Oregon State University has become a founding member of a university-industry collective tasked with developing the United States’ next generation of semiconductor workers.
The Northwest University Semiconductor Network, led by Micron Technology, Inc., will support research and experiential learning opportunities in the computer chip industry, with equitable access for underrepresented students, including those in rural and tribal communities.
Micron and the universities in the network plan to align with a pair of industry groups, the American Semiconductor Academy and the SEMI Foundation, that are partnering on an initiative to build a comprehensive workforce development program through the combined efforts of universities, community colleges and companies.
“Oregon State University is proud to be a founding member of Micron’s Northwest University Semiconductor Network and is committed to work with other regional universities and Micron to fully serve the technical needs and demands of the semiconductor industry and expand STEM access to underrepresented rural and urban students, including women,” said OSU President Jayathi Murthy.
“The university has joined with more than 200 universities and community colleges nationally and over 1,000 companies which are committed to advance the semiconductor workforce supply and research innovation.”
Oregon State and the other 12 founding partners of the university semiconductor network were identified based on strong undergraduate and graduate programs in engineering and other STEM fields, their research and development expertise and the hands-on learning opportunities they provide.
OSU has made contributing to the stability and growth of the semiconductor industry a university priority. Last month, OSU was picked to lead a $1 million National Science Foundation project to advance semiconductor technologies in the Pacific Northwest.
And on Sunday, the Oregon Legislature awarded Oregon State $72 million in state bonds to assist in the construction of a $213 million research and teaching facility that will serve as center of innovation and teaching in technology areas such as semiconductor design and fabrication.
“As a member of the network, OSU will create certificate and degree pathways to build a deep, inclusive and robust talent pipeline to serve the needs of the semiconductor industry and lead an innovation engine that will drive economic growth in the region through research in use-inspired and sustainable semiconductor technologies,” said Pallavi Dhagat, professor of electrical engineering and computer science in the OSU College of Engineering.
Collectively the six-state network, which includes Portland State University and six Pac-12 Conference schools, features teaching labs and cleanrooms, programs that connect with community colleges, and an emphasis on diversity programs designed to advance equitable access to an engineering education.
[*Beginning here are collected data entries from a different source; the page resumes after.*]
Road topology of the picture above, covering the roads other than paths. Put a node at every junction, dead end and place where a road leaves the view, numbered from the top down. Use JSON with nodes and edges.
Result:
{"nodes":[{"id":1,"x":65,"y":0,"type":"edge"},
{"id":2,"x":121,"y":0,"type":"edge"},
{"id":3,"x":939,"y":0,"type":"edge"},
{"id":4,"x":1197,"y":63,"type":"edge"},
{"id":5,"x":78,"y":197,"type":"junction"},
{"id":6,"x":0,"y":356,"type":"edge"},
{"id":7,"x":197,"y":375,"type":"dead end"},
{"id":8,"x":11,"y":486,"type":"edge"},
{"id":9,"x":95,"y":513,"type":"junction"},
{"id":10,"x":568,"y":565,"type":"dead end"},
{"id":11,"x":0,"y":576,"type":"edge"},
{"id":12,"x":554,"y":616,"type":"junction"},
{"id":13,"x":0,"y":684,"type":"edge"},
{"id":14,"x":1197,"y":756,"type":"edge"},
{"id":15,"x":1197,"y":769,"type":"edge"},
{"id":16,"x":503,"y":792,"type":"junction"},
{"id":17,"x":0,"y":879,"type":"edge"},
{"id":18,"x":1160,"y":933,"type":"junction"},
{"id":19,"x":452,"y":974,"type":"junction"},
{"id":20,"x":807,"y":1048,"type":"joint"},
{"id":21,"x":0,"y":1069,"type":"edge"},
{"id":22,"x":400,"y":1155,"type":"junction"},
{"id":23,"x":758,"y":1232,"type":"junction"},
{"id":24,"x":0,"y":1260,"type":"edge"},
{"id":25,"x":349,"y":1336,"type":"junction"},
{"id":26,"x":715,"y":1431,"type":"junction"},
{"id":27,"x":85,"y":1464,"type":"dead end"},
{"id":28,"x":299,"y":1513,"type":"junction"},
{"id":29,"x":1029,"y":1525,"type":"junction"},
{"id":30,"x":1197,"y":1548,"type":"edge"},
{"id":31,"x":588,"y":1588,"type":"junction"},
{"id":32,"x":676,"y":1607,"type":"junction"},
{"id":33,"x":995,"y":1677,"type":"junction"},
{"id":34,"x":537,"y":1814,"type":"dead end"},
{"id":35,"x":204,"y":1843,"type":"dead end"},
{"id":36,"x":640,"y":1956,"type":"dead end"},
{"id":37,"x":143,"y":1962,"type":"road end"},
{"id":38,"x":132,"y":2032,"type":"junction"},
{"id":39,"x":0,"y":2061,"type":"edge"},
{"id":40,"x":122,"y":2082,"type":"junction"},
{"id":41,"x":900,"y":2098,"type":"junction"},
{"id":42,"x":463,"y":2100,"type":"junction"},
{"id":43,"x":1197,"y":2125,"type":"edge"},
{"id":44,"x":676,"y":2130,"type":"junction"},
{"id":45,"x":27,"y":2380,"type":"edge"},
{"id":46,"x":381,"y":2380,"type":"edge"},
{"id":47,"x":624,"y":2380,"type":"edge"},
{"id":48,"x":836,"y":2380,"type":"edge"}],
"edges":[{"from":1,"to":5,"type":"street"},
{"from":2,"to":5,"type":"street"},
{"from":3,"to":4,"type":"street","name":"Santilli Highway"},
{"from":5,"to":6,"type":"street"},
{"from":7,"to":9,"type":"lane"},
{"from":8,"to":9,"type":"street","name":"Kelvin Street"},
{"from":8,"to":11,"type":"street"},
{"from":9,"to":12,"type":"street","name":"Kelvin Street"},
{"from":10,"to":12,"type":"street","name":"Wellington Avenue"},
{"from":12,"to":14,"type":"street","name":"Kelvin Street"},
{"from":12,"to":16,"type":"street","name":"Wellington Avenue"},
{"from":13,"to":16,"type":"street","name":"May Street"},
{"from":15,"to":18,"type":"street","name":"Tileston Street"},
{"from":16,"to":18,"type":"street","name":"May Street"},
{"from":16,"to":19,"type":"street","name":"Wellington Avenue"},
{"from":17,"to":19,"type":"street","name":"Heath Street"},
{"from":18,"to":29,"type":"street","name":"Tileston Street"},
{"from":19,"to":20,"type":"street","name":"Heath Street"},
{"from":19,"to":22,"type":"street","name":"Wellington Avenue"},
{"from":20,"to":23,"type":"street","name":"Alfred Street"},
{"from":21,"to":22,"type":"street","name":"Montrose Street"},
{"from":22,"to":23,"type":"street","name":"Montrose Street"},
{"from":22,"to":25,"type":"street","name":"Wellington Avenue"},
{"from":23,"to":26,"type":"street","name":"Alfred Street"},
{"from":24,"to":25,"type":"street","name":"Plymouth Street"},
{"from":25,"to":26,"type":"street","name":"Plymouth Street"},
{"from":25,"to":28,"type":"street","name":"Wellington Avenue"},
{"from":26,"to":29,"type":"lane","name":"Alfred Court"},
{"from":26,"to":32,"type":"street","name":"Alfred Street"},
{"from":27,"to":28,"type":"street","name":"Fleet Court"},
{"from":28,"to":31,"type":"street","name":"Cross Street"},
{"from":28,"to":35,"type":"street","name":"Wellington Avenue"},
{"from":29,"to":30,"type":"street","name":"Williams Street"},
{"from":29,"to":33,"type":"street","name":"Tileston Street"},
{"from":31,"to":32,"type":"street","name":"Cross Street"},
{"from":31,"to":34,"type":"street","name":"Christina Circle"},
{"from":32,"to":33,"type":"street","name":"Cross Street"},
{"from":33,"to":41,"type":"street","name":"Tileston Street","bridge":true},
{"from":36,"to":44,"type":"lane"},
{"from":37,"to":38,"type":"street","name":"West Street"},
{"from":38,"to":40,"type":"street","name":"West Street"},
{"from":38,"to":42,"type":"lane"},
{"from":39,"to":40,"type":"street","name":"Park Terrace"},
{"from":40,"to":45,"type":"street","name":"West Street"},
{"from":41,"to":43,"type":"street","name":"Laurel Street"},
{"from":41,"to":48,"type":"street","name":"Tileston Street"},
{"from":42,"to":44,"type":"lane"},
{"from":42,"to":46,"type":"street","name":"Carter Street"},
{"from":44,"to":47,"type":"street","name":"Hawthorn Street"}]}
In addition to OSU and Portland State, the founding institutions are the universities of Oregon, Washington and Utah; Washington State, Idaho State, Boise State, Montana State and San Jose State; the University of California, Berkeley; and the University of California, Davis.
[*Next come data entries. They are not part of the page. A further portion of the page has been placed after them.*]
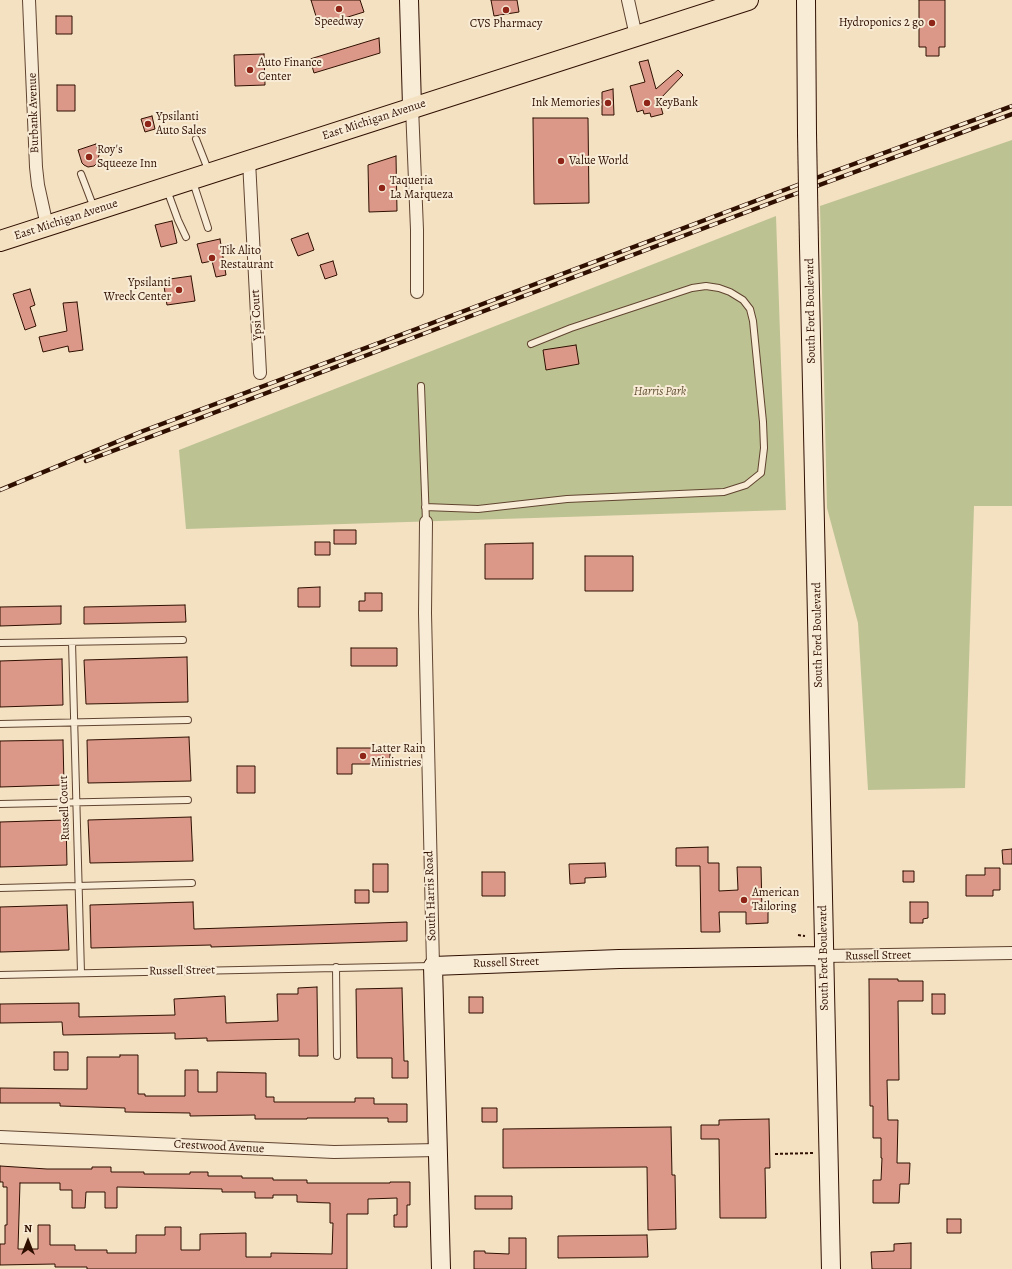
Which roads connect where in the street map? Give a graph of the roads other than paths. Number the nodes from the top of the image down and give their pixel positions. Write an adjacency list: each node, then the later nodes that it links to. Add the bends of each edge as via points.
1 (29, 0): 14 (street, Burbank Avenue, via 36,167)
2 (409, 0): 7 (main road)
3 (628, 0): 6 (street)
4 (748, 0): 6 (main road, East Michigan Avenue)
5 (806, 0): 37 (main road, South Ford Boulevard, bridge)
6 (636, 36): 7 (main road, East Michigan Avenue)
7 (412, 107): 9 (main road, East Michigan Avenue); 18 (street)
8 (196, 139): 11 (lane)
9 (249, 160): 11 (main road, East Michigan Avenue); 20 (street, Ypsi Court)
10 (81, 174): 13 (lane)
11 (201, 176): 12 (main road, East Michigan Avenue); 15 (lane)
12 (166, 187): 13 (main road, East Michigan Avenue); 16 (lane)
13 (94, 210): 14 (main road, East Michigan Avenue)
14 (47, 226): 17 (main road, East Michigan Avenue)
15 (208, 228)
16 (186, 237)
17 (0, 241)
18 (417, 292)
19 (531, 344): 22 (lane, via 692,288 706,286 730,292 743,300 750,309 754,321 764,422 761,473 746,485 724,492 567,499 478,509)
20 (260, 373)
21 (421, 386): 22 (lane)
22 (425, 507): 23 (lane)
23 (426, 522): 38 (street, South Harris Road, via 425,621)
24 (183, 640): 25 (lane)
25 (72, 642): 26 (lane); 28 (lane, Russell Court)
26 (0, 643)
27 (188, 720): 28 (lane)
28 (74, 721): 29 (lane); 31 (lane, Russell Court)
29 (0, 724)
30 (188, 800): 31 (lane)
31 (76, 802): 32 (lane); 34 (lane, Russell Court)
32 (0, 804)
33 (192, 883): 34 (lane)
34 (78, 886): 35 (lane); 40 (lane, Russell Court)
35 (0, 888)
36 (1012, 953): 37 (street, Russell Street)
37 (824, 956): 38 (main road, Russell Street, via 619,959); 46 (main road, South Ford Boulevard)
38 (434, 966): 39 (lane, Russell Street); 44 (main road, South Harris Road)
39 (336, 967): 40 (lane, Russell Street); 42 (lane)
40 (81, 973): 41 (lane, Russell Street)
41 (0, 975)
42 (337, 1056)
43 (0, 1137): 44 (street, Crestwood Avenue, via 334,1152)
44 (438, 1150): 45 (main road, South Harris Road)
45 (442, 1269)
46 (831, 1269)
“Partnerships between institutions of higher education, government and industry leaders like Micron are critical so that together, we can build an inclusive and robust talent pipeline equipped with the high-tech skills that will advance U.S. technology innovation and leadership,” said April Arnzen, Micron senior vice president and chief people officer.
“Micron is proud to be expanding our university partnership model through the U.S., leveraging the regional proximity to our leading research and development center in Boise and reaching students that have been traditionally underrepresented in the semiconductor industry, including rural and tribal communities in the Northwest.”